**Task requirements:** Scan the entries for the word "view", and copy every line where it appears.

**Source data:**
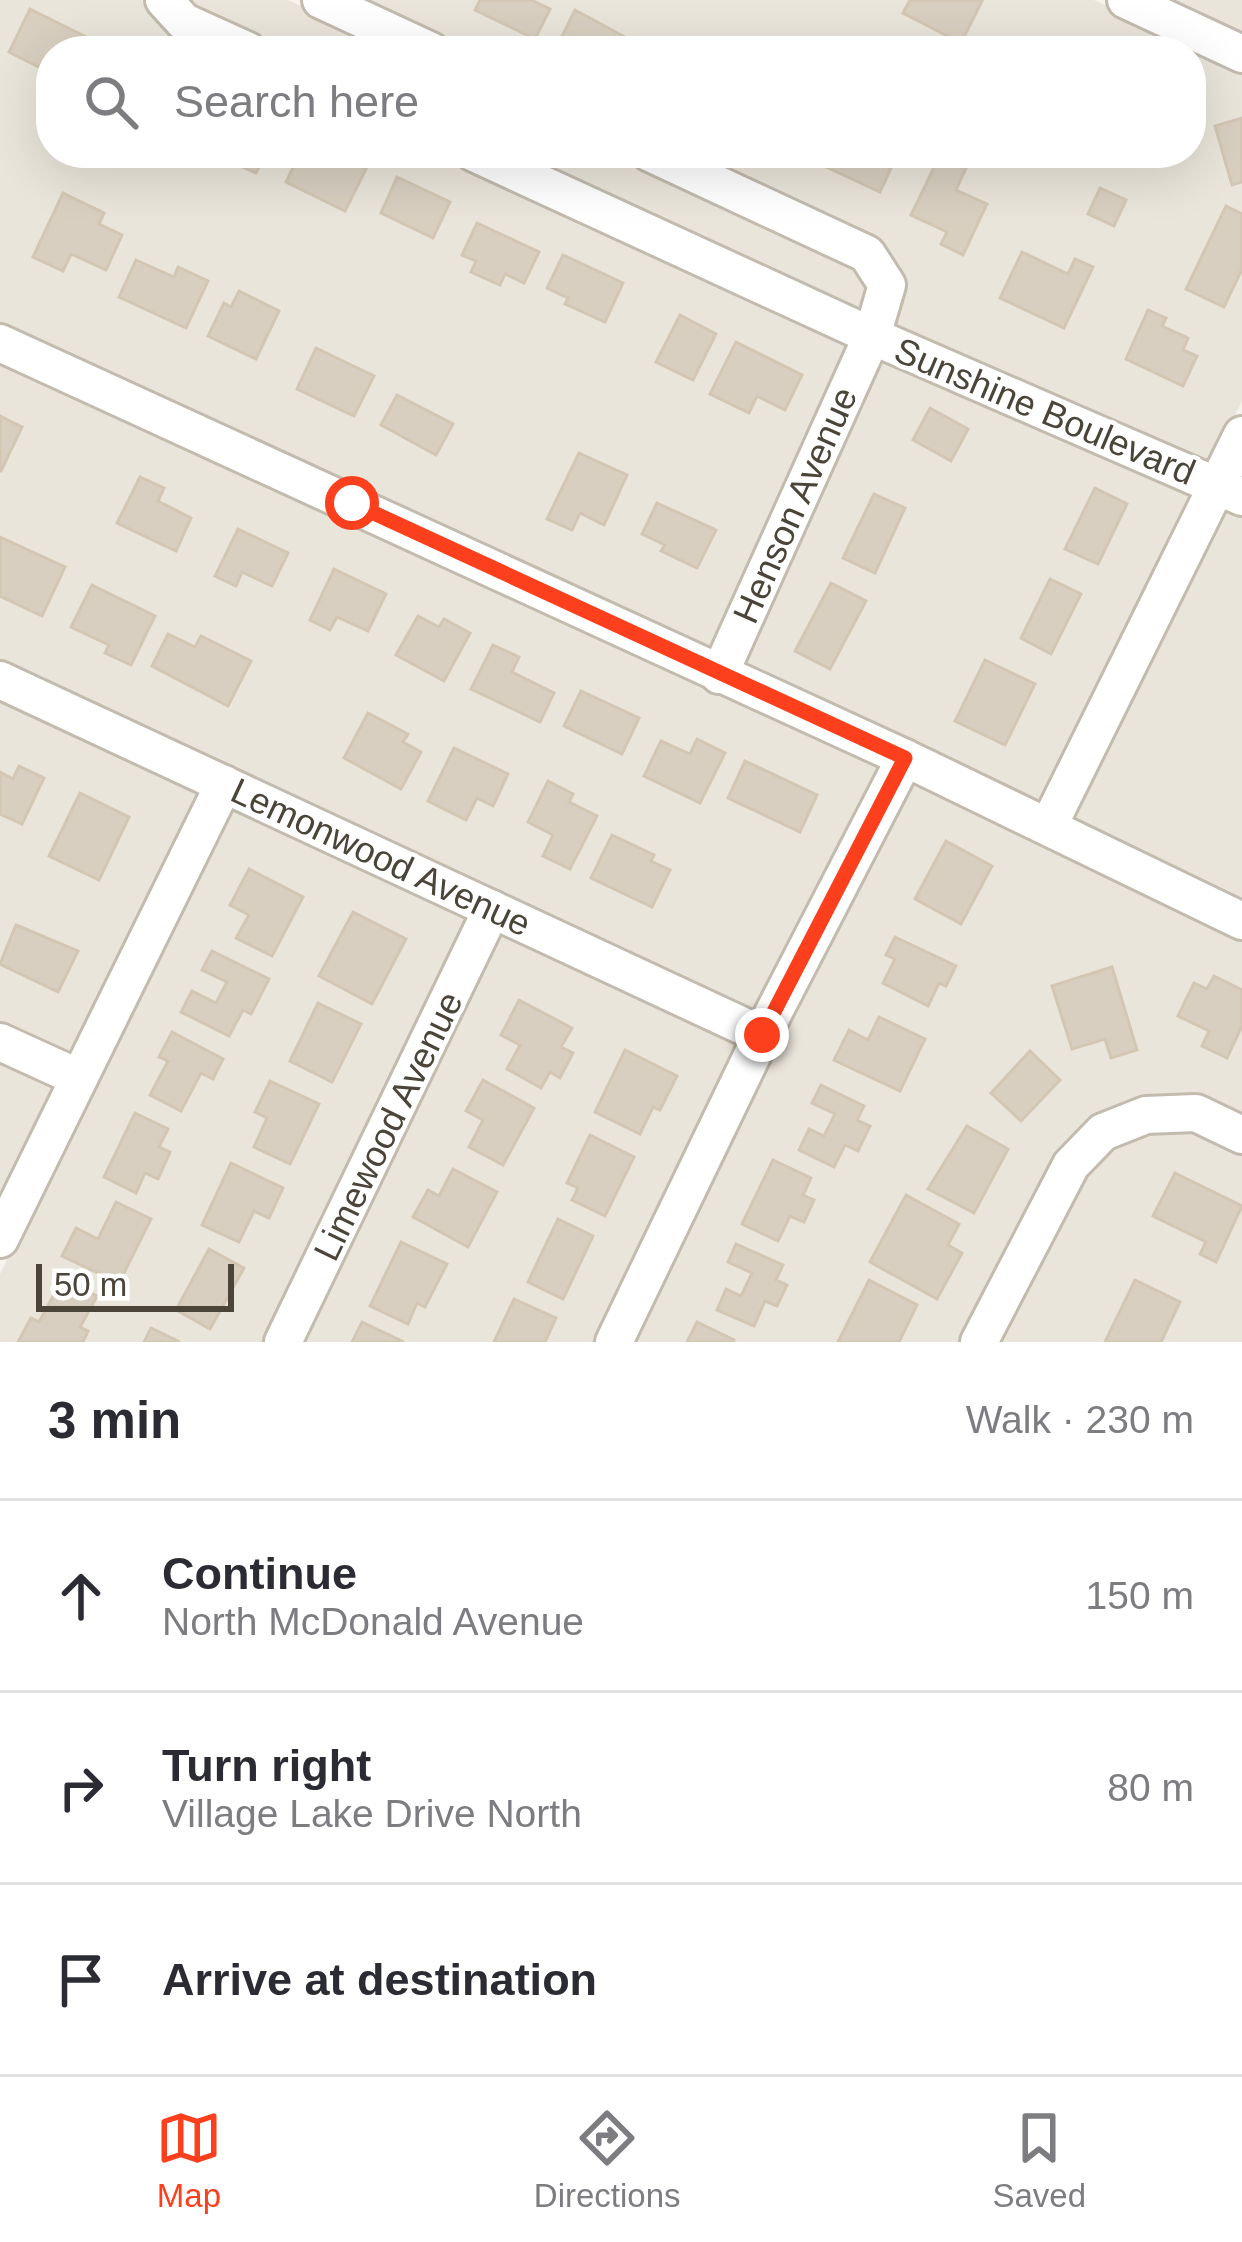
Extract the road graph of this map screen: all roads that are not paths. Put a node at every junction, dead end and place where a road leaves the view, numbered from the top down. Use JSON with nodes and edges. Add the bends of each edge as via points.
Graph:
{"nodes":[{"id":1,"x":164,"y":0,"type":"edge"},
{"id":2,"x":322,"y":0,"type":"edge"},
{"id":3,"x":1126,"y":0,"type":"edge"},
{"id":4,"x":215,"y":36,"type":"edge"},
{"id":5,"x":399,"y":36,"type":"edge"},
{"id":6,"x":1203,"y":36,"type":"edge"},
{"id":7,"x":1206,"y":37,"type":"edge"},
{"id":8,"x":1242,"y":54,"type":"edge"},
{"id":9,"x":507,"y":168,"type":"edge"},
{"id":10,"x":682,"y":168,"type":"edge"},
{"id":11,"x":872,"y":336,"type":"junction"},
{"id":12,"x":0,"y":343,"type":"edge"},
{"id":13,"x":1242,"y":435,"type":"edge"},
{"id":14,"x":1230,"y":492,"type":"edge"},
{"id":15,"x":718,"y":675,"type":"junction"},
{"id":16,"x":0,"y":680,"type":"edge"},
{"id":17,"x":905,"y":758,"type":"junction"},
{"id":18,"x":224,"y":784,"type":"junction"},
{"id":19,"x":1048,"y":825,"type":"junction"},
{"id":20,"x":492,"y":909,"type":"junction"},
{"id":21,"x":1242,"y":920,"type":"edge"},
{"id":22,"x":762,"y":1035,"type":"junction"},
{"id":23,"x":0,"y":1042,"type":"edge"},
{"id":24,"x":79,"y":1078,"type":"junction"},
{"id":25,"x":1242,"y":1136,"type":"edge"},
{"id":26,"x":0,"y":1239,"type":"edge"},
{"id":27,"x":283,"y":1342,"type":"edge"},
{"id":28,"x":614,"y":1342,"type":"edge"},
{"id":29,"x":979,"y":1342,"type":"edge"}],
"edges":[{"from":1,"to":4,"type":"street","via":[[184,22]]},
{"from":2,"to":5,"type":"street"},
{"from":3,"to":6,"type":"street"},
{"from":7,"to":8,"type":"street"},
{"from":9,"to":11,"type":"street","name":"Sunshine Boulevard"},
{"from":10,"to":11,"type":"street","name":"Sunshine Boulevard","via":[[867,254],[887,284]]},
{"from":11,"to":14,"type":"street","name":"Sunshine Boulevard"},
{"from":11,"to":15,"type":"street","name":"Henson Avenue"},
{"from":12,"to":15,"type":"street"},
{"from":13,"to":14,"type":"street"},
{"from":14,"to":19,"type":"street"},
{"from":15,"to":17,"type":"street"},
{"from":16,"to":18,"type":"street","name":"Lemonwood Avenue"},
{"from":17,"to":19,"type":"street"},
{"from":17,"to":22,"type":"street"},
{"from":18,"to":20,"type":"street","name":"Lemonwood Avenue"},
{"from":18,"to":24,"type":"street"},
{"from":19,"to":21,"type":"street"},
{"from":20,"to":22,"type":"street","name":"Lemonwood Avenue"},
{"from":20,"to":27,"type":"street","name":"Limewood Avenue"},
{"from":22,"to":28,"type":"street"},
{"from":23,"to":24,"type":"street"},
{"from":24,"to":26,"type":"street"},
{"from":25,"to":29,"type":"street","via":[[1196,1113],[1146,1115],[1103,1132],[1070,1165]]}]}
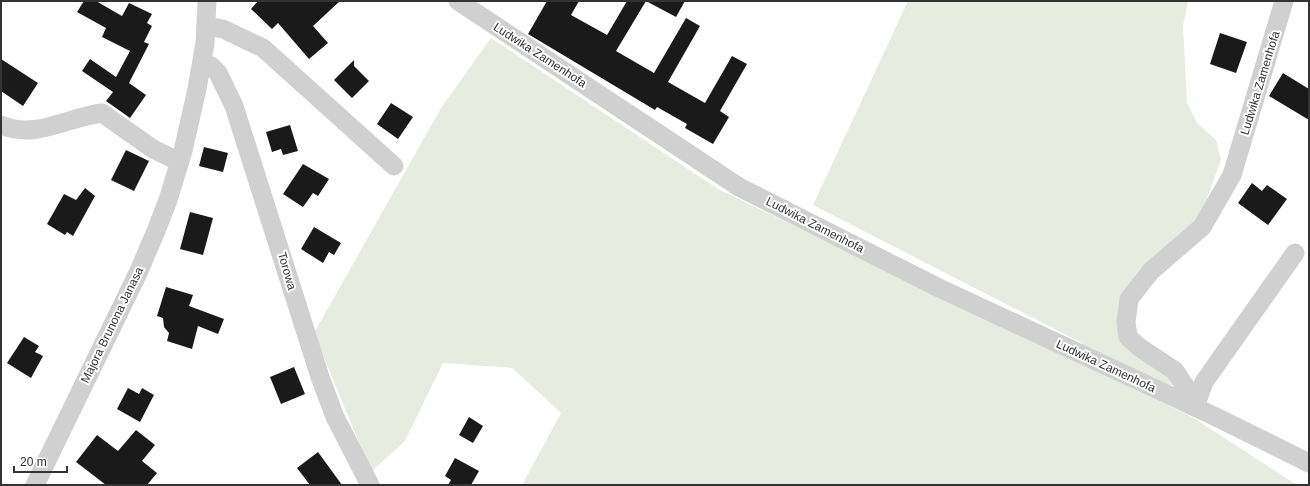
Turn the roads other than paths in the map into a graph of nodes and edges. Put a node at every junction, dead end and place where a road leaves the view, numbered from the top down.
1 (207, 1) edge
2 (458, 1) edge
3 (1284, 1) edge
4 (206, 26) junction
5 (202, 62) junction
6 (1, 126) edge
7 (180, 162) junction
8 (394, 166) dead end
9 (1295, 253) dead end
10 (1195, 407) junction
11 (1309, 463) edge
12 (36, 485) edge
13 (370, 485) edge

1 - 4 street, Majora Brunona Janasa
2 - 10 street, Ludwika Zamenhofa
3 - 10 street, Ludwika Zamenhofa
4 - 5 street, Majora Brunona Janasa
4 - 8 street
5 - 7 street, Majora Brunona Janasa
5 - 13 street, Torowa
6 - 7 street
7 - 12 street, Majora Brunona Janasa
9 - 10 street
10 - 11 street, Ludwika Zamenhofa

**Solved problem:**
Extract the road graph of this map screen: all roads that are not paths. Put a node at every junction, dead end and place where a road leaves the view, numbered from the top down. Use JSON with nodes and edges. Add the bends of each edge as via points.
Turn the roads other than paths in the map into a graph of nodes and edges. Put a node at every junction, dead end and place where a road leaves the view, numbered from the top down.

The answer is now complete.